Il libro raccoglie la testimonianza vivida dei giorni e delle emozioni vissute dall’autore durante la lunga degenza del figlio in ospedale. Scritto in prima persona, mette in luce come ogni legame porti con sé dei rischi e che amare significhi anche confrontarsi con una possibile perdita. Matteo, il secondogenito di Michele, a pochi giorni dalla nascita, è colpito da un’emorragia cerebrale e viene ricoverato d’urgenza a Roma. In quei giorni Michele si trova a condividere con la moglie una riflessione sul tempo e le cure da dedicare a Matteo, e sull’accudimento del figlio maggiore di soli sette anni. Ma c’è anche altro da gestire: l’angoscia per un’ipotetica disabilità futura che potrebbe scaturire dalla malattia e l’aggravarsi delle condizioni del padre, affetto da morbo di Alzheimer. Dopo tre interventi alla testa e una lunga convalescenza, Matteo viene dimesso in buone condizioni. Il padre invece morirà qualche giorno dopo.

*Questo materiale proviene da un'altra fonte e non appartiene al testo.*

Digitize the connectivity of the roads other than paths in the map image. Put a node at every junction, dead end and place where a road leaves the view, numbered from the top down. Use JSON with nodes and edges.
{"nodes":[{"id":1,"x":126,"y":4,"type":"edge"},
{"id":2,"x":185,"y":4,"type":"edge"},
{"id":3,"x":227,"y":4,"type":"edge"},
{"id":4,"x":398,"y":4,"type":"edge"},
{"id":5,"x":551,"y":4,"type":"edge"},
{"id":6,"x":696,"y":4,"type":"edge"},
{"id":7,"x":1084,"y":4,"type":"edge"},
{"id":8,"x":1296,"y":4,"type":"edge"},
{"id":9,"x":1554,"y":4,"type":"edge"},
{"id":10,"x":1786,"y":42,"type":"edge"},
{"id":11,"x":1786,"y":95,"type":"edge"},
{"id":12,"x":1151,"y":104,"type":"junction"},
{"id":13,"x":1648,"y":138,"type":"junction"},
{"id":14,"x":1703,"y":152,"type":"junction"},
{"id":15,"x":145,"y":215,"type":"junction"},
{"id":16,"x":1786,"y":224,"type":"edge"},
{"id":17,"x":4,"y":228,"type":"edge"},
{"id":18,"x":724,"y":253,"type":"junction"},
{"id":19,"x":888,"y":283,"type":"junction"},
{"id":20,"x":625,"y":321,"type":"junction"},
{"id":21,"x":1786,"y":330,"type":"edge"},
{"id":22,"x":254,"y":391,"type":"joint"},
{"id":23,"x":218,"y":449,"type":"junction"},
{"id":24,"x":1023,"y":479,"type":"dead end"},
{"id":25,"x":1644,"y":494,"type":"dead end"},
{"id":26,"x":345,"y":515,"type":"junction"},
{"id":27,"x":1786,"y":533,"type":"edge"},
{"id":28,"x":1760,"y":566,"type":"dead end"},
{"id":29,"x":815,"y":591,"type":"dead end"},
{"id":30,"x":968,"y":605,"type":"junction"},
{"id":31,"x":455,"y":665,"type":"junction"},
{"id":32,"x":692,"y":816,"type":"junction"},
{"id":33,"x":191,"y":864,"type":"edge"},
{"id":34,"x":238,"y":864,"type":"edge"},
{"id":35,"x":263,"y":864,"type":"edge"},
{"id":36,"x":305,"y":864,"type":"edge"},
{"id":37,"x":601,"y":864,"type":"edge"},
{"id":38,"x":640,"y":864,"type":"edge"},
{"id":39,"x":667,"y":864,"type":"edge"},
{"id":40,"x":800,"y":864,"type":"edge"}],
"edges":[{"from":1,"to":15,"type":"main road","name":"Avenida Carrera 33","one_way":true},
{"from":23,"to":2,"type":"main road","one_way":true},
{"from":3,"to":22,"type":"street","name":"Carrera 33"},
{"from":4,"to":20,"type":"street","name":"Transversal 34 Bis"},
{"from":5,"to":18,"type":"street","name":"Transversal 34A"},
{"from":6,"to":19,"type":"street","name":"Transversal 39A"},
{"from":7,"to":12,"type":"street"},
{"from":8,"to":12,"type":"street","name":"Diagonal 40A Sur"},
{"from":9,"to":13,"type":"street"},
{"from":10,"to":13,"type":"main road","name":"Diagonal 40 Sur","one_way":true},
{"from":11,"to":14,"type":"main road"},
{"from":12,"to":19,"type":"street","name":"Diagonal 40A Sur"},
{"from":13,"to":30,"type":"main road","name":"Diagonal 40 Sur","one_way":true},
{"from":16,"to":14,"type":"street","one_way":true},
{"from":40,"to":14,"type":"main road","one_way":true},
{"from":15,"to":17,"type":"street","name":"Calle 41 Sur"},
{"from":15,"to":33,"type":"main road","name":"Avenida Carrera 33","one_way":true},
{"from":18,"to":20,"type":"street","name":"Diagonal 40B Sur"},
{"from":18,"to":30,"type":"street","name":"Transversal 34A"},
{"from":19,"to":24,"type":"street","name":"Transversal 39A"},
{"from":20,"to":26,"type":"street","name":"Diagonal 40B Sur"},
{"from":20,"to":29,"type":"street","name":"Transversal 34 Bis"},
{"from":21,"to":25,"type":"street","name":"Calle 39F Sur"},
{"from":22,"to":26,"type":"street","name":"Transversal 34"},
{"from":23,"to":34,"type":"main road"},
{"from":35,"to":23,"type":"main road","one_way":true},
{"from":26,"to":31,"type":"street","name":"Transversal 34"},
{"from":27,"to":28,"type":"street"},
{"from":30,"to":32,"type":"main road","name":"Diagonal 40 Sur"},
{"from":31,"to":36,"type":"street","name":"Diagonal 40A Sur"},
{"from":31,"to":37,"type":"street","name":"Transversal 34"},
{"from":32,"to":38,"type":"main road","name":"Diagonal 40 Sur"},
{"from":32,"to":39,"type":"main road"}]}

Michele Greco (Palermo 1968), dopo la laurea in Economia, si trasferisce a Roma dove lavora come funzionario presso un’istituzione pubblica. Ha una moglie e due figli, ed è stata proprio la malattia di Matteo, secondogenito, a sollecitargli la scrittura di “In buone mani”. Lettura e scrittura figurano tra le sue più intense passioni.